Rapidly rising medical malpractice premiums have become an issue of increasing concern for physicians, policy makers, and the general public. Premiums rose by an average of 15 percent between 2000 and 2002, according to the Congressional Budget Office, while physicians in certain medical specialties and geographic areas experienced far greater increases - for example, premiums for general surgeons in one Florida county rose by 75 percent, to nearly $175,000 per year. Some policy makers and interest groups have called for tort reform measures, such as caps on non-economic damages in malpractice suits, to limit the growth of premiums.
The growth in malpractice premiums has the potential to profoundly affect the health care system. Premiums may influence physicians' decisions to join and leave the labor force, their choice of a medical specialty, and their decision of where to locate, creating the potential for underserved patient populations in certain specialties or geographic areas. Rising malpractice premiums may also encourage physicians to practice "defensive medicine," performing more tests and procedures than necessary in order to reduce exposure to lawsuits. Both rising malpractice premiums and defensive medicine practices may contribute to the increase in health insurance premiums.

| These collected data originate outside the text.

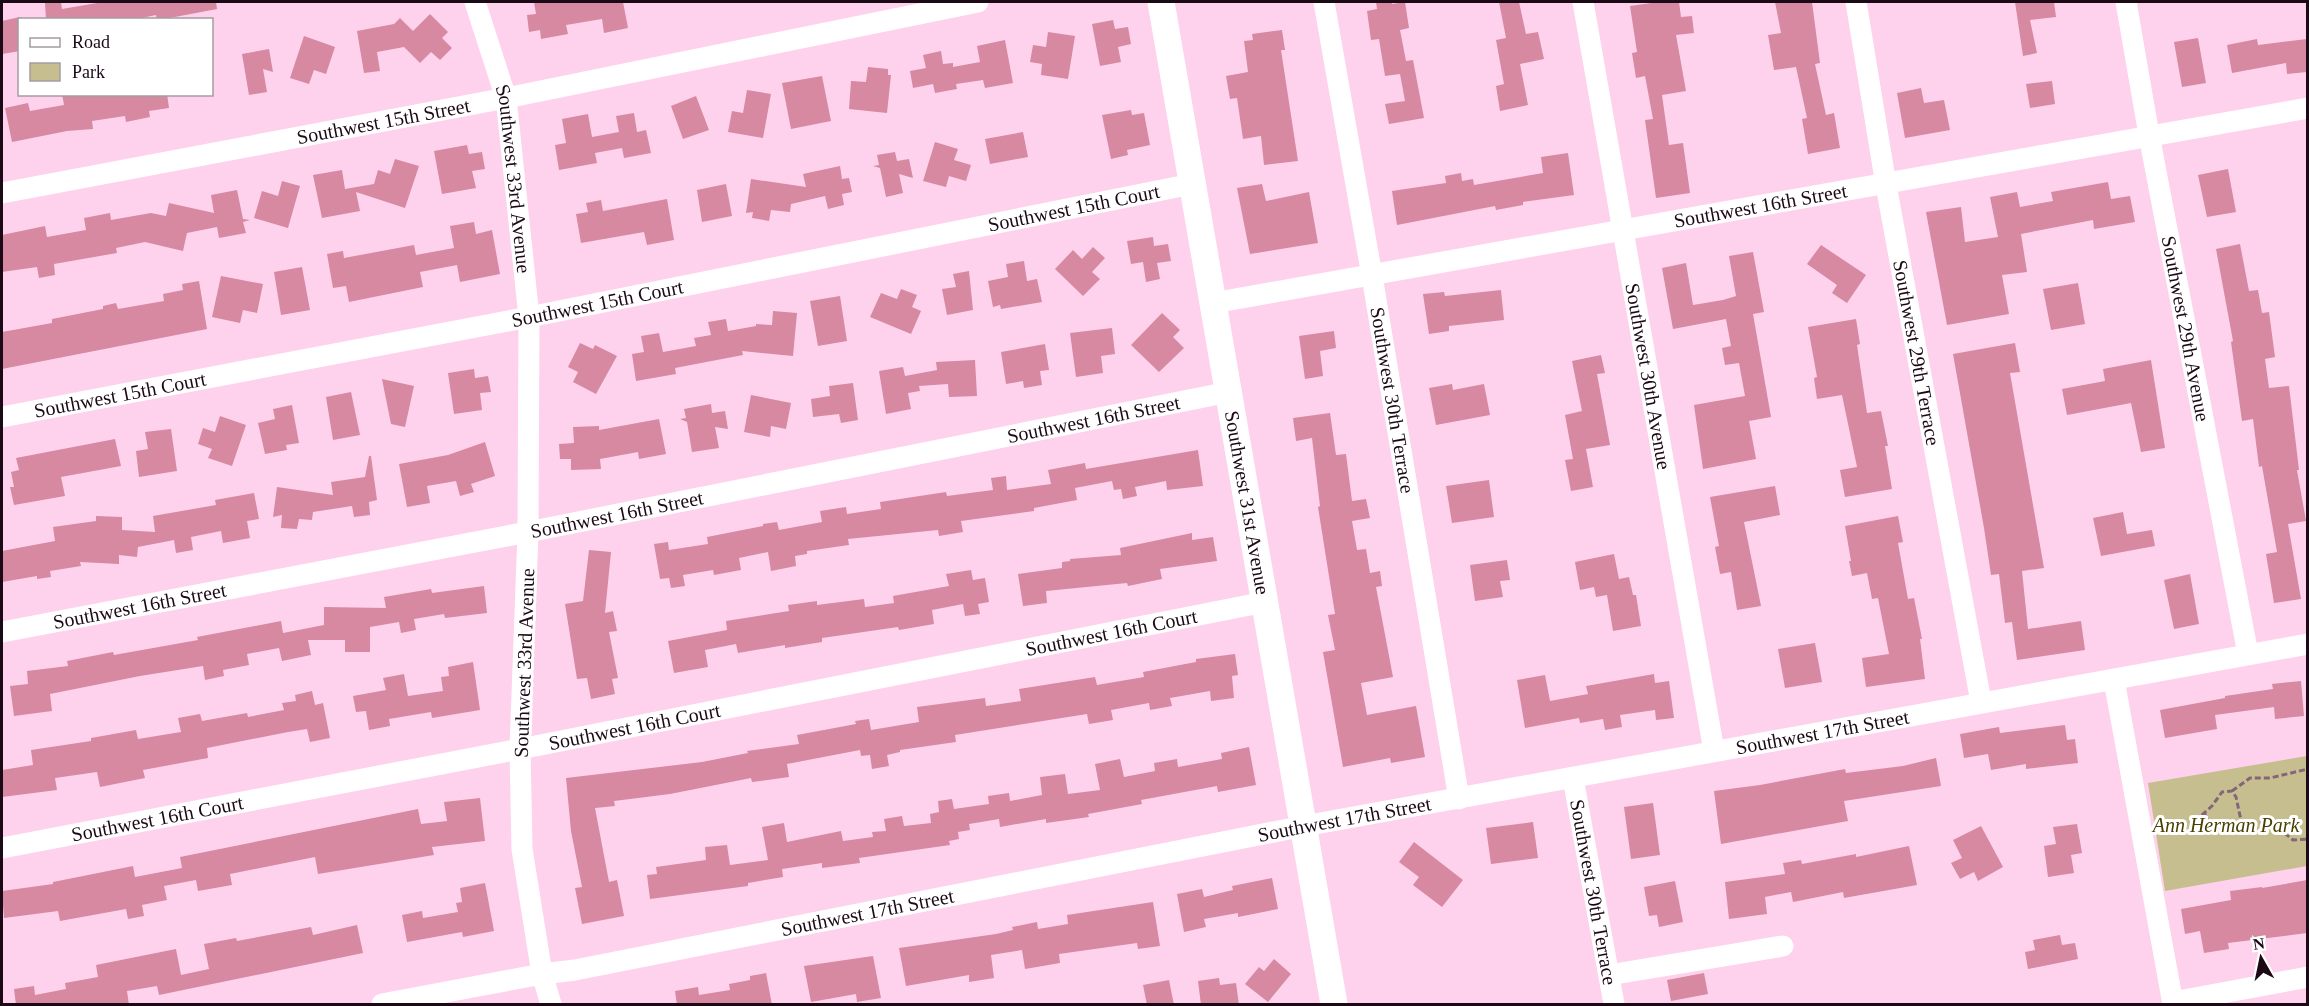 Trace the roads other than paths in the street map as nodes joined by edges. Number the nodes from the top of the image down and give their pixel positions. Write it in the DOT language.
graph roads {
  1 [pos="475,2"];
  2 [pos="978,2"];
  3 [pos="1161,2"];
  4 [pos="1324,2"];
  5 [pos="1583,2"];
  6 [pos="1856,2"];
  7 [pos="2126,2"];
  8 [pos="506,98"];
  9 [pos="2307,108"];
  10 [pos="2149,135"];
  11 [pos="1192,184"];
  12 [pos="1886,185"];
  13 [pos="2,192"];
  14 [pos="1623,230"];
  15 [pos="1372,276"];
  16 [pos="1213,303"];
  17 [pos="529,316"];
  18 [pos="1229,392"];
  19 [pos="2,417"];
  20 [pos="528,532"];
  21 [pos="1265,602"];
  22 [pos="2,632"];
  23 [pos="2307,644"];
  24 [pos="2248,654"];
  25 [pos="2114,680"];
  26 [pos="1981,702"];
  27 [pos="520,749"];
  28 [pos="1714,751"];
  29 [pos="1573,778"];
  30 [pos="1459,799"];
  31 [pos="1304,826"];
  32 [pos="2,848"];
  33 [pos="1783,946"];
  34 [pos="542,974"];
  35 [pos="1609,975"];
  36 [pos="2307,977"];
  37 [pos="2173,1003"];
  38 [pos="382,1005"];
  39 [pos="551,1005"];
  40 [pos="1334,1005"];
  41 [pos="1614,1005"];
  1 -- 8 [label="street, Southwest 33rd Avenue"];
  2 -- 8 [label="street, Southwest 15th Street"];
  3 -- 11 [label="street, Southwest 31st Avenue"];
  4 -- 15 [label="street, Southwest 30th Terrace"];
  5 -- 14 [label="street, Southwest 30th Avenue"];
  6 -- 12 [label="street, Southwest 29th Terrace"];
  7 -- 10 [label="street, Southwest 29th Avenue"];
  8 -- 13 [label="street, Southwest 15th Street"];
  8 -- 17 [label="street, Southwest 33rd Avenue"];
  9 -- 10 [label="street, Southwest 16th Street"];
  10 -- 12 [label="street, Southwest 16th Street"];
  10 -- 24 [label="street, Southwest 29th Avenue"];
  11 -- 16 [label="street, Southwest 31st Avenue"];
  11 -- 17 [label="street, Southwest 15th Court"];
  12 -- 14 [label="street, Southwest 16th Street"];
  12 -- 26 [label="street, Southwest 29th Terrace"];
  14 -- 15 [label="street, Southwest 16th Street"];
  14 -- 28 [label="street, Southwest 30th Avenue"];
  15 -- 16 [label="street, Southwest 16th Street"];
  15 -- 30 [label="street, Southwest 30th Terrace"];
  16 -- 18 [label="street, Southwest 31st Avenue"];
  17 -- 19 [label="street, Southwest 15th Court"];
  17 -- 20 [label="street, Southwest 33rd Avenue"];
  18 -- 20 [label="street, Southwest 16th Street"];
  18 -- 21 [label="street, Southwest 31st Avenue"];
  20 -- 22 [label="street, Southwest 16th Street"];
  20 -- 27 [label="street, Southwest 33rd Avenue"];
  21 -- 27 [label="street, Southwest 16th Court"];
  21 -- 31 [label="street, Southwest 31st Avenue"];
  23 -- 24 [label="street, Southwest 17th Street"];
  24 -- 25 [label="street, Southwest 17th Street"];
  25 -- 26 [label="street, Southwest 17th Street"];
  25 -- 37 [label="street"];
  26 -- 28 [label="street, Southwest 17th Street"];
  27 -- 32 [label="street, Southwest 16th Court"];
  27 -- 34 [label="street, Southwest 33rd Avenue"];
  28 -- 29 [label="street, Southwest 17th Street"];
  29 -- 30 [label="street, Southwest 17th Street"];
  29 -- 35 [label="street, Southwest 30th Terrace"];
  30 -- 31 [label="street, Southwest 17th Street"];
  31 -- 34 [label="street, Southwest 17th Street"];
  31 -- 40 [label="street, Southwest 31st Avenue"];
  33 -- 35 [label="street"];
  34 -- 38 [label="street, Southwest 17th Street"];
  34 -- 39 [label="street, Southwest 33rd Avenue"];
  35 -- 41 [label="street, Southwest 30th Terrace"];
  36 -- 37 [label="street"];
}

In The Effect of Malpractice Liability on the Delivery of Health Care (NBER Working Paper 10709), Katherine Baicker and Amitabh Chandra explore the relationship between the rise in malpractice costs and the delivery of health care along these dimensions.
Using various sources, the authors assemble annual state-level data on malpractice premiums, payouts from insurers for malpractice claims, the number of practicing physicians, and the frequency of various medical treatments. The authors' strategy is to examine whether the change in premiums between 1993 and 2002 is related to changes in these other variables over the same period. One advantage of this approach is that it controls for any unobservable characteristics of states that might affect both premiums and the other variables of interest, so long as their effect is unchanged over the period.
The authors first explore one potential cause of rising malpractice premiums, escalating payments from insurers to malpractice claimants. They find that while premiums do respond to increases in payments, they do not increase dollar for dollar. This suggests that other factors may also be important in explaining the recent jump in malpractice premiums, such as a less competitive insurance industry or a decline in insurers' investment income.
The authors then turn to the consequences of increasing malpractice premiums, looking first at their effect on the size and composition of the physician workforce. They find no evidence that changes in malpractice premiums are linked to changes in either the total number of physicians or the number of physicians working in obstetrics/gynecology, surgery, or internal medicine. There is weak evidence that the entry decisions of young physicians and the exit decisions of older physicians may be affected by malpractice premiums. However, there is stronger evidence that rural physicians are sensitive to change in premiums - a 10 percent increase in premiums results in a 1 percent decrease in rural physicians per capita and a 2 percent decrease in older rural MDs.
The authors also explore the effect of rising malpractice premiums on the frequency of various medical treatments. Although there is no change in the frequency of most treatments, there is increased use of mammography, suggesting that physicians may increase the use of screening procedures in response to higher premiums. The authors find no effect of premiums on total Medicare expenditures, suggesting that the costs associated with defensive medicine practices may be small, at least for this age group.
The authors caution that their results may not capture the full effect of rising malpractice premiums if doctors respond to the medical liability situation in states other than their own. Nonetheless, they conclude "the arguments that state tort reforms will avert local physician shortages or lead to greater efficiencies in care are not supported by our findings."
This research was funded in part by the National Institute on Aging (grant P01-AG19783-02).